In Queenstown checken we eerst in in het motel, dat dicht bij het centrum ligt. Via een klein wandelpad zijn we daar binnen vijf minuten. Het is nog steeds zonnig en het is steeds warmer geworden en er is geen wind. Overal zien we terrasjes vol met drinkende mensen. Het is perfect weer. Bij de haven ligt een stuk strand vol met zonaanbiddende mensen. We slenteren door de straten, doen inkopen voor het ontbijt en belanden dan op het terras van The Pig & Whistle. In Rotorua hebben ze ook een kroeg met zo'n naam en daar was het ons goed bevallen. We zitten buiten op het terras in de schaduw en bestellen een jug. Die is in de aanbieding, maar alleen van één soort tabbier. Dan bestellen we die toch. Het scheelt de helft met de andere bieren en het smaakt prima. Het kost wel enige moeite, want de barman spreekt een soort koeterwaals van voor Engels door moet gaan, maar wat wij niet verstaan; ook niet bij herhaling.Er treedt een bandje op en het valt ons op, dat als er een bandje is, die altijd muziek van ónze generatie speelt. Dus de Eagles, Pink Floyd, Beatles en dat soort muziek. Wij vinden dat wel gezellig. Zowat iedereen trouwens, want iedereen zingt uit volle borst mee.

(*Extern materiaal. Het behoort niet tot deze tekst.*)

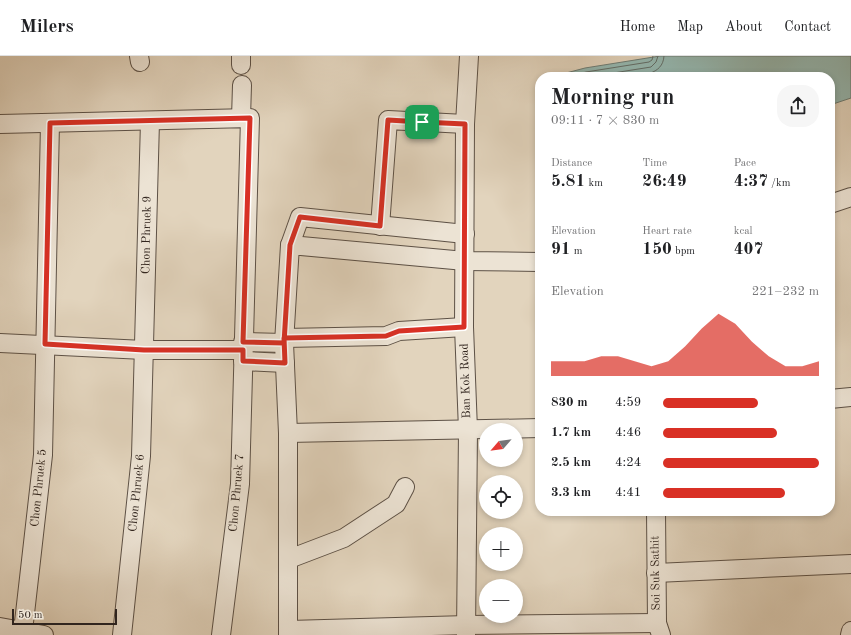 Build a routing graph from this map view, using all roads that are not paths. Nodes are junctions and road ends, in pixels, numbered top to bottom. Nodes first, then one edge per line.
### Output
1 (469, 56) edge
2 (242, 85) dead end
3 (246, 118) junction
4 (150, 121) junction
5 (50, 123) junction
6 (0, 124) edge
7 (465, 124) junction
8 (851, 197) edge
9 (835, 202) edge
10 (380, 226) junction
11 (465, 234) junction
12 (290, 245) junction
13 (465, 261) junction
14 (535, 262) edge
15 (464, 327) junction
16 (284, 341) junction
17 (0, 343) edge
18 (45, 344) junction
19 (144, 350) junction
20 (243, 351) junction
21 (285, 363) junction
22 (851, 397) edge
23 (835, 399) edge
24 (535, 428) edge
25 (468, 430) junction
26 (288, 433) junction
27 (405, 487) dead end
28 (656, 516) edge
29 (289, 559) junction
30 (851, 564) edge
31 (656, 573) junction
32 (0, 626) edge
33 (659, 629) edge
34 (467, 630) edge
35 (23, 631) junction
36 (851, 631) edge
37 (289, 633) edge
38 (44, 635) edge
39 (122, 635) edge
40 (221, 635) edge
41 (850, 635) edge

1 - 7 street, Ban Kok Road
2 - 3 street, Chon Phruek 7
3 - 4 street
3 - 20 street, Chon Phruek 7
4 - 5 street
4 - 19 street, Chon Phruek 9
5 - 6 street
5 - 18 street, Chon Phruek 5
7 - 10 street
7 - 11 street, Ban Kok Road
8 - 9 street
10 - 11 street
10 - 12 street
11 - 13 street, Ban Kok Road
12 - 13 street
12 - 16 street
13 - 14 street
13 - 15 street, Ban Kok Road
15 - 16 street
15 - 25 street, Ban Kok Road
16 - 20 street
16 - 21 street
17 - 18 street
18 - 19 street
18 - 35 street, Chon Phruek 5
19 - 20 street
19 - 39 street, Chon Phruek 6
20 - 21 street
20 - 40 street, Chon Phruek 7
21 - 26 street
22 - 23 street
24 - 25 street
25 - 26 street
25 - 34 street, Ban Kok Road
26 - 29 street
27 - 29 street
28 - 31 street, Soi Suk Sathit
29 - 37 street
30 - 31 street
31 - 33 street, Soi Suk Sathit
32 - 35 street
33 - 34 street
34 - 37 street
35 - 38 street
36 - 41 street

Bij de verkenning van de plaats hebben we een Koreaan ontdekt en daar gaan we eten. We zijn laat (half acht) en alle tafels zijn óf bezet óf staan vol met gebruikt serviesgoed. Ze zijn blijkbaar niet goed in het afruimen van tafels, want er is geen plaats vrij en het duurt twintig minuten voordat we een tafel zouden kunnen krijgen, zeggen ze. We ontdekken buiten op het terras drie tafels waarvan er een leeg en niet gebruikt is en gaan daar zitten. We zijn de enige niet-Koreanen hier en dat vinden ze wel leuk. We eten in het buitenland altijd zoveel mogelijk buitenlands, maar de Koreanen doen dat niet. Als we vertellen, dat we uit Nederland komen, vertellen zij, dat Hiddink nog altijd een held is daarginds.
We eten ook buiten zoals onze bedoeling was; de Koreanen houden daar blijkbaar niet van. We nemen een middelhete vispot. Lekker, maar met iets te veel graten naar onze zin.
Bij het motel zitten we lekker buiten op ons terras met een glaasje wijn. Het is ondertussen half tien geweest en het is nog steeds licht en lekker weer.